_Problem requirements_.
Restate each record exactly as it was written.

_Material for this exercise_.
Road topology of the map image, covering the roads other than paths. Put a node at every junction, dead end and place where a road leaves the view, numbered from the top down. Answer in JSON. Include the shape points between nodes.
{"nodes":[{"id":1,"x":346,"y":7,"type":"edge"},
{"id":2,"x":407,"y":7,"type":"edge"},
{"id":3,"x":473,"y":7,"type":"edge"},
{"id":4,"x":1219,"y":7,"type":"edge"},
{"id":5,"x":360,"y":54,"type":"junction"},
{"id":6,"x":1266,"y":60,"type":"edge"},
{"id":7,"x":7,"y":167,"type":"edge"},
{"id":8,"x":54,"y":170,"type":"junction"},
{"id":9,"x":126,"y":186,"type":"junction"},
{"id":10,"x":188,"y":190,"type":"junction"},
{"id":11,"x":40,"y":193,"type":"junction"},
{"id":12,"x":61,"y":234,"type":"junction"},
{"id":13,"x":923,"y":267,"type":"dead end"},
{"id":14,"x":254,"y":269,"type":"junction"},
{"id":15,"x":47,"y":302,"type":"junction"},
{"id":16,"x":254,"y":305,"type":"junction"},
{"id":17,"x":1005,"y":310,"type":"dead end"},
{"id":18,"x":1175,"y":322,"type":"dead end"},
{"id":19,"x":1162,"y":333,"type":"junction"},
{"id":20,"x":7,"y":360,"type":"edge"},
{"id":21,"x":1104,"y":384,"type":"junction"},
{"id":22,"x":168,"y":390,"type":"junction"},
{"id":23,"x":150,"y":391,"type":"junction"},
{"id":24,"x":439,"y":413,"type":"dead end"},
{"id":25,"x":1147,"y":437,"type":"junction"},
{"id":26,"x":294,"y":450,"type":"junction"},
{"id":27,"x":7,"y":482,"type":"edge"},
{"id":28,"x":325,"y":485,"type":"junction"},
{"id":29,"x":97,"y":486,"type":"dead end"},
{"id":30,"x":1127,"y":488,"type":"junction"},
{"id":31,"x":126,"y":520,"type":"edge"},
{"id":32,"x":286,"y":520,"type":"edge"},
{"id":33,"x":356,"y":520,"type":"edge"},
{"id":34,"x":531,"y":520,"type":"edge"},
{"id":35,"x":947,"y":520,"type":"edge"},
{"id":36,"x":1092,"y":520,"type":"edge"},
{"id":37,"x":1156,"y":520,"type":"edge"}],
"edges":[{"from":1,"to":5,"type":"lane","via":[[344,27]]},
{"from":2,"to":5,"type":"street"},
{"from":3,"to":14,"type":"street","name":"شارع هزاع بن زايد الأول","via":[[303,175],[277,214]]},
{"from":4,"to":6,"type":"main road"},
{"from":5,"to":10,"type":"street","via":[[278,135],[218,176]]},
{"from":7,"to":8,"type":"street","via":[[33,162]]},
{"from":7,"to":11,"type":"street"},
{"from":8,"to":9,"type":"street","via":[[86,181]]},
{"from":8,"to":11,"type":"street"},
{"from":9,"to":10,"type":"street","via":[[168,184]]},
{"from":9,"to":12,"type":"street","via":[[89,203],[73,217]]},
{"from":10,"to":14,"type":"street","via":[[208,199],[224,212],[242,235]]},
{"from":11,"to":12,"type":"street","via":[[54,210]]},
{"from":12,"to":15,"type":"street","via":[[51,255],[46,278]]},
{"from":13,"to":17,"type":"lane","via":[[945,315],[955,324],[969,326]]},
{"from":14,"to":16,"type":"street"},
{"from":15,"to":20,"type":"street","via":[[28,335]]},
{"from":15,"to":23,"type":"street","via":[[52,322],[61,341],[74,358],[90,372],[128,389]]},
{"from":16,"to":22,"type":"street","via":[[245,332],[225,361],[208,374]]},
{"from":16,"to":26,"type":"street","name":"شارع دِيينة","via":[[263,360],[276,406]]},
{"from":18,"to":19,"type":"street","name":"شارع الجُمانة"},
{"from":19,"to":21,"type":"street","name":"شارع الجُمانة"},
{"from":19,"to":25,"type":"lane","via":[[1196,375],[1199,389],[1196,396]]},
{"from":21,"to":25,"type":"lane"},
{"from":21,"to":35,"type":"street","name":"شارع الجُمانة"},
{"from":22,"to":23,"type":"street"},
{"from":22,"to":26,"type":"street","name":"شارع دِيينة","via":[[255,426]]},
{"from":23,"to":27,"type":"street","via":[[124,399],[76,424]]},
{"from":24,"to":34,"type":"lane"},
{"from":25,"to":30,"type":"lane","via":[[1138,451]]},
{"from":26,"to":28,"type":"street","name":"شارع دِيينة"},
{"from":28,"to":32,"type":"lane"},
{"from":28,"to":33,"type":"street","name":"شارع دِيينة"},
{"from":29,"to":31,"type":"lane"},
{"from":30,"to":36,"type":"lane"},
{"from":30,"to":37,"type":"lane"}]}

_Reply_.
Road topology of the map image, covering the roads other than paths. Put a node at every junction, dead end and place where a road leaves the view, numbered from the top down. Answer in JSON. Include the shape points between nodes.
{"nodes":[{"id":1,"x":346,"y":7,"type":"edge"},
{"id":2,"x":407,"y":7,"type":"edge"},
{"id":3,"x":473,"y":7,"type":"edge"},
{"id":4,"x":1219,"y":7,"type":"edge"},
{"id":5,"x":360,"y":54,"type":"junction"},
{"id":6,"x":1266,"y":60,"type":"edge"},
{"id":7,"x":7,"y":167,"type":"edge"},
{"id":8,"x":54,"y":170,"type":"junction"},
{"id":9,"x":126,"y":186,"type":"junction"},
{"id":10,"x":188,"y":190,"type":"junction"},
{"id":11,"x":40,"y":193,"type":"junction"},
{"id":12,"x":61,"y":234,"type":"junction"},
{"id":13,"x":923,"y":267,"type":"dead end"},
{"id":14,"x":254,"y":269,"type":"junction"},
{"id":15,"x":47,"y":302,"type":"junction"},
{"id":16,"x":254,"y":305,"type":"junction"},
{"id":17,"x":1005,"y":310,"type":"dead end"},
{"id":18,"x":1175,"y":322,"type":"dead end"},
{"id":19,"x":1162,"y":333,"type":"junction"},
{"id":20,"x":7,"y":360,"type":"edge"},
{"id":21,"x":1104,"y":384,"type":"junction"},
{"id":22,"x":168,"y":390,"type":"junction"},
{"id":23,"x":150,"y":391,"type":"junction"},
{"id":24,"x":439,"y":413,"type":"dead end"},
{"id":25,"x":1147,"y":437,"type":"junction"},
{"id":26,"x":294,"y":450,"type":"junction"},
{"id":27,"x":7,"y":482,"type":"edge"},
{"id":28,"x":325,"y":485,"type":"junction"},
{"id":29,"x":97,"y":486,"type":"dead end"},
{"id":30,"x":1127,"y":488,"type":"junction"},
{"id":31,"x":126,"y":520,"type":"edge"},
{"id":32,"x":286,"y":520,"type":"edge"},
{"id":33,"x":356,"y":520,"type":"edge"},
{"id":34,"x":531,"y":520,"type":"edge"},
{"id":35,"x":947,"y":520,"type":"edge"},
{"id":36,"x":1092,"y":520,"type":"edge"},
{"id":37,"x":1156,"y":520,"type":"edge"}],
"edges":[{"from":1,"to":5,"type":"lane","via":[[344,27]]},
{"from":2,"to":5,"type":"street"},
{"from":3,"to":14,"type":"street","name":"شارع هزاع بن زايد الأول","via":[[303,175],[277,214]]},
{"from":4,"to":6,"type":"main road"},
{"from":5,"to":10,"type":"street","via":[[278,135],[218,176]]},
{"from":7,"to":8,"type":"street","via":[[33,162]]},
{"from":7,"to":11,"type":"street"},
{"from":8,"to":9,"type":"street","via":[[86,181]]},
{"from":8,"to":11,"type":"street"},
{"from":9,"to":10,"type":"street","via":[[168,184]]},
{"from":9,"to":12,"type":"street","via":[[89,203],[73,217]]},
{"from":10,"to":14,"type":"street","via":[[208,199],[224,212],[242,235]]},
{"from":11,"to":12,"type":"street","via":[[54,210]]},
{"from":12,"to":15,"type":"street","via":[[51,255],[46,278]]},
{"from":13,"to":17,"type":"lane","via":[[945,315],[955,324],[969,326]]},
{"from":14,"to":16,"type":"street"},
{"from":15,"to":20,"type":"street","via":[[28,335]]},
{"from":15,"to":23,"type":"street","via":[[52,322],[61,341],[74,358],[90,372],[128,389]]},
{"from":16,"to":22,"type":"street","via":[[245,332],[225,361],[208,374]]},
{"from":16,"to":26,"type":"street","name":"شارع دِيينة","via":[[263,360],[276,406]]},
{"from":18,"to":19,"type":"street","name":"شارع الجُمانة"},
{"from":19,"to":21,"type":"street","name":"شارع الجُمانة"},
{"from":19,"to":25,"type":"lane","via":[[1196,375],[1199,389],[1196,396]]},
{"from":21,"to":25,"type":"lane"},
{"from":21,"to":35,"type":"street","name":"شارع الجُمانة"},
{"from":22,"to":23,"type":"street"},
{"from":22,"to":26,"type":"street","name":"شارع دِيينة","via":[[255,426]]},
{"from":23,"to":27,"type":"street","via":[[124,399],[76,424]]},
{"from":24,"to":34,"type":"lane"},
{"from":25,"to":30,"type":"lane","via":[[1138,451]]},
{"from":26,"to":28,"type":"street","name":"شارع دِيينة"},
{"from":28,"to":32,"type":"lane"},
{"from":28,"to":33,"type":"street","name":"شارع دِيينة"},
{"from":29,"to":31,"type":"lane"},
{"from":30,"to":36,"type":"lane"},
{"from":30,"to":37,"type":"lane"}]}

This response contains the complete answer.